··· Records for the task ···
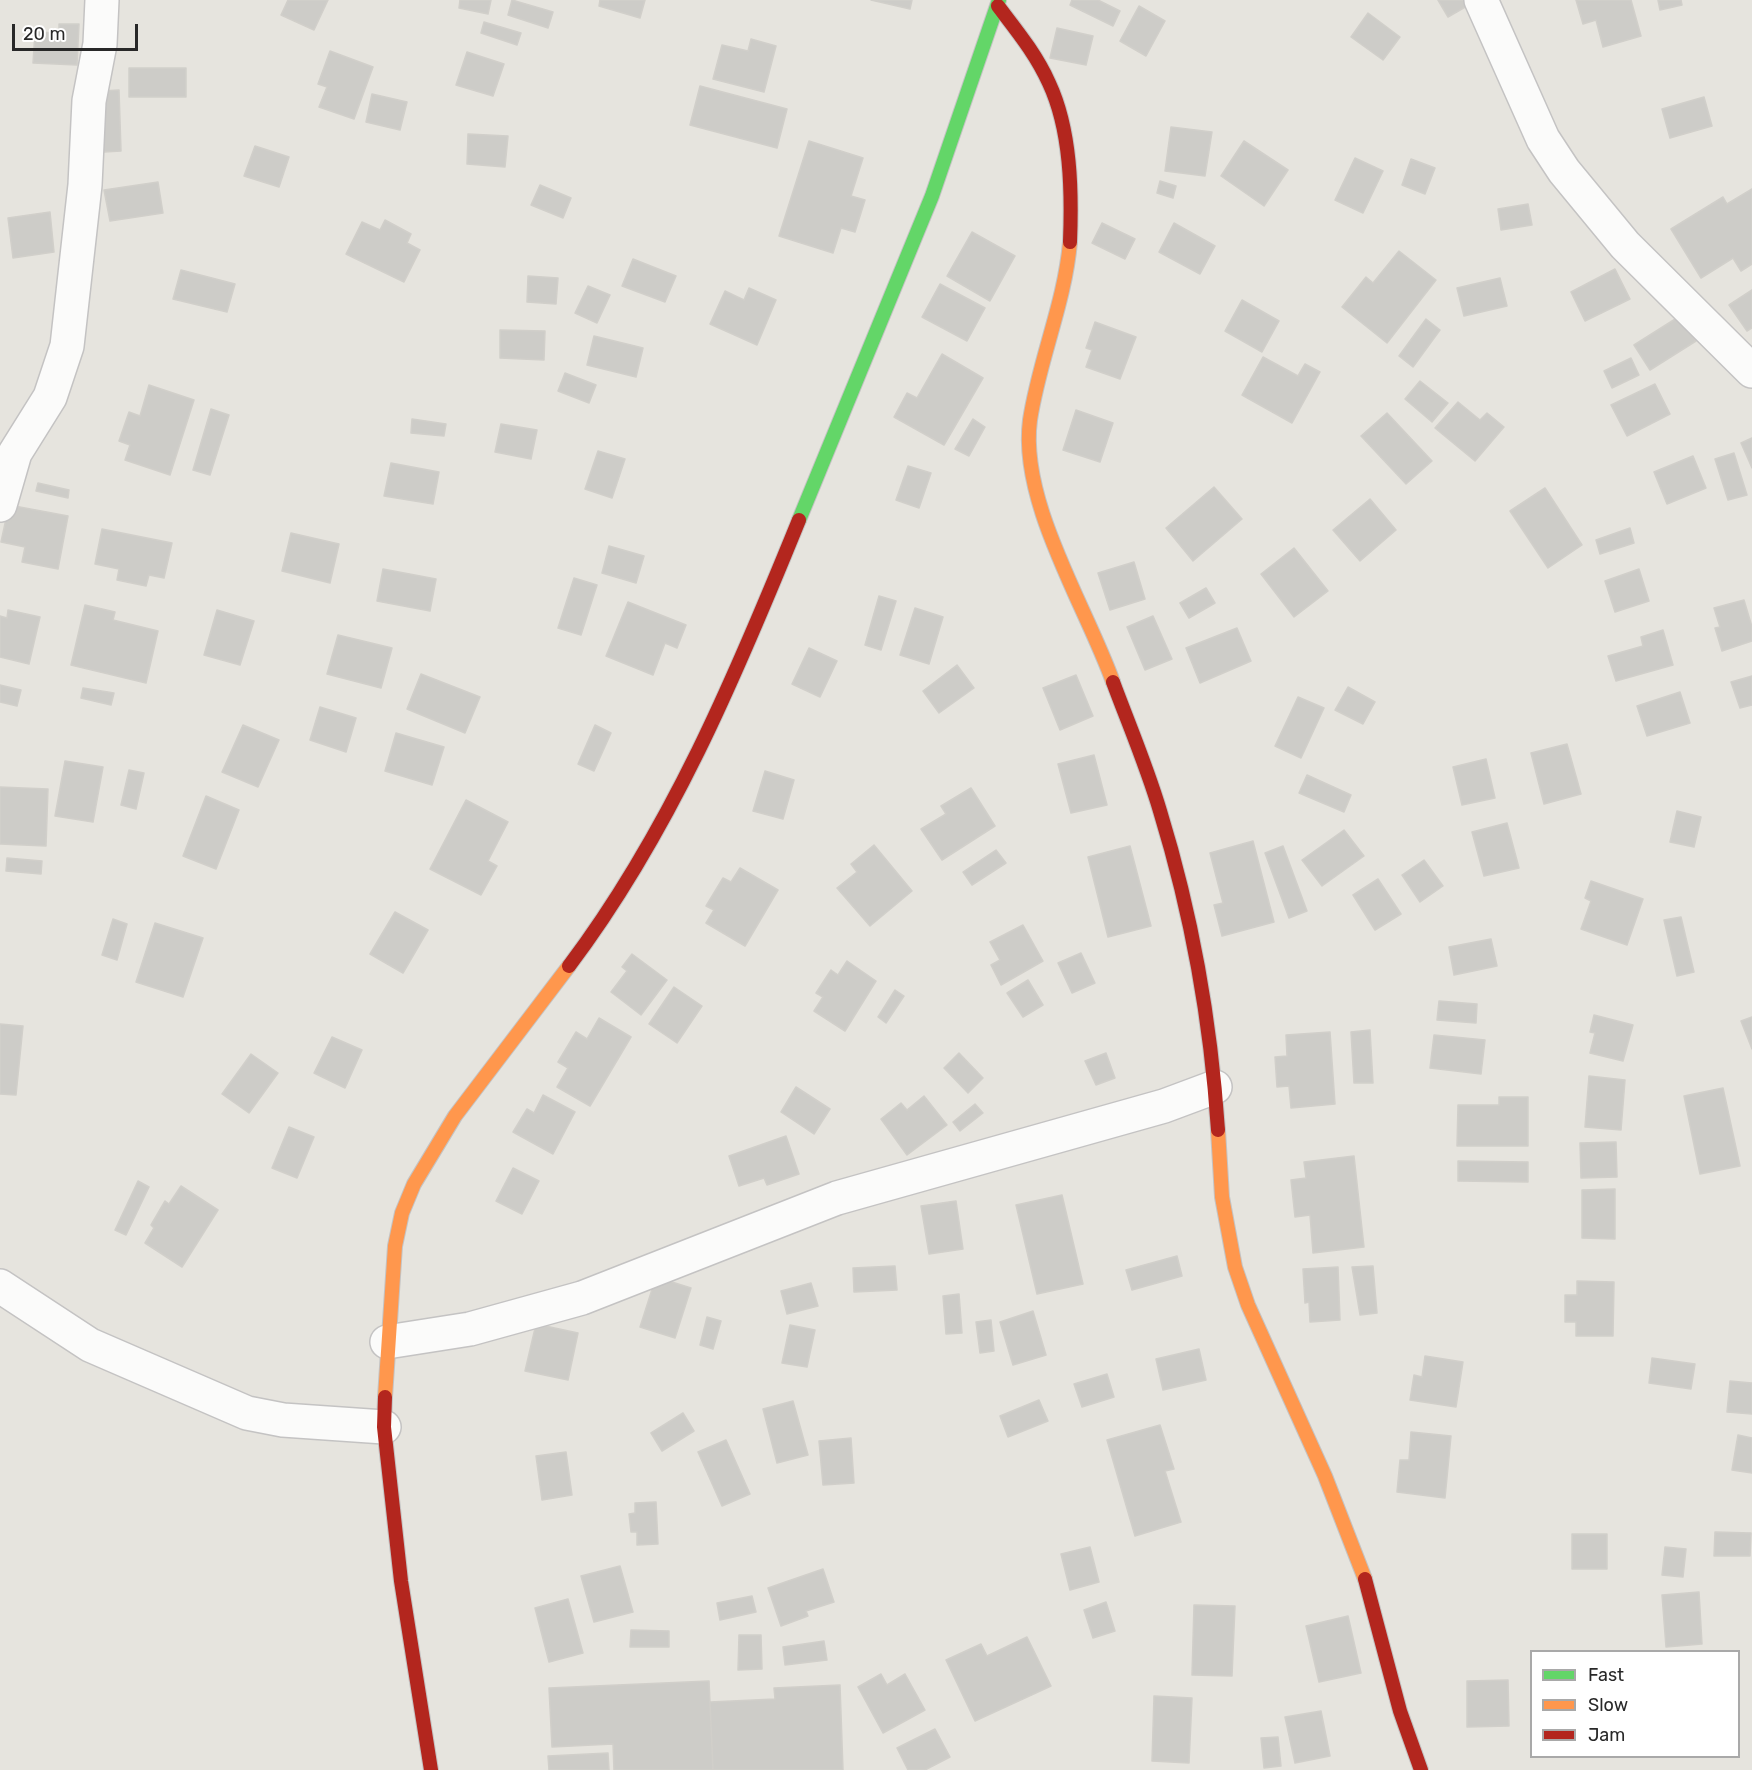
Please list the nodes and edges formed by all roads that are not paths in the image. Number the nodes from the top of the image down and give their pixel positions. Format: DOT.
graph roads {
  1 [pos="102,0"];
  2 [pos="1481,0"];
  3 [pos="998,3"];
  4 [pos="1752,371"];
  5 [pos="0,505"];
  6 [pos="1215,1087"];
  7 [pos="0,1286"];
  8 [pos="387,1341"];
  9 [pos="384,1427"];
  10 [pos="431,1770"];
  11 [pos="1421,1770"];
  1 -- 5 [label="street"];
  2 -- 4 [label="street"];
  3 -- 6 [label="street"];
  3 -- 8 [label="street"];
  6 -- 8 [label="street"];
  6 -- 11 [label="street"];
  7 -- 9 [label="street"];
  8 -- 9 [label="street"];
  9 -- 10 [label="street"];
}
···
> _The problem_
Copy out the lines above unchanged. Skip the images.

> _Response to this task_
Please list the nodes and edges formed by all roads that are not paths in the image. Number the nodes from the top of the image down and give their pixel positions. Format: DOT.
graph roads {
  1 [pos="102,0"];
  2 [pos="1481,0"];
  3 [pos="998,3"];
  4 [pos="1752,371"];
  5 [pos="0,505"];
  6 [pos="1215,1087"];
  7 [pos="0,1286"];
  8 [pos="387,1341"];
  9 [pos="384,1427"];
  10 [pos="431,1770"];
  11 [pos="1421,1770"];
  1 -- 5 [label="street"];
  2 -- 4 [label="street"];
  3 -- 6 [label="street"];
  3 -- 8 [label="street"];
  6 -- 8 [label="street"];
  6 -- 11 [label="street"];
  7 -- 9 [label="street"];
  8 -- 9 [label="street"];
  9 -- 10 [label="street"];
}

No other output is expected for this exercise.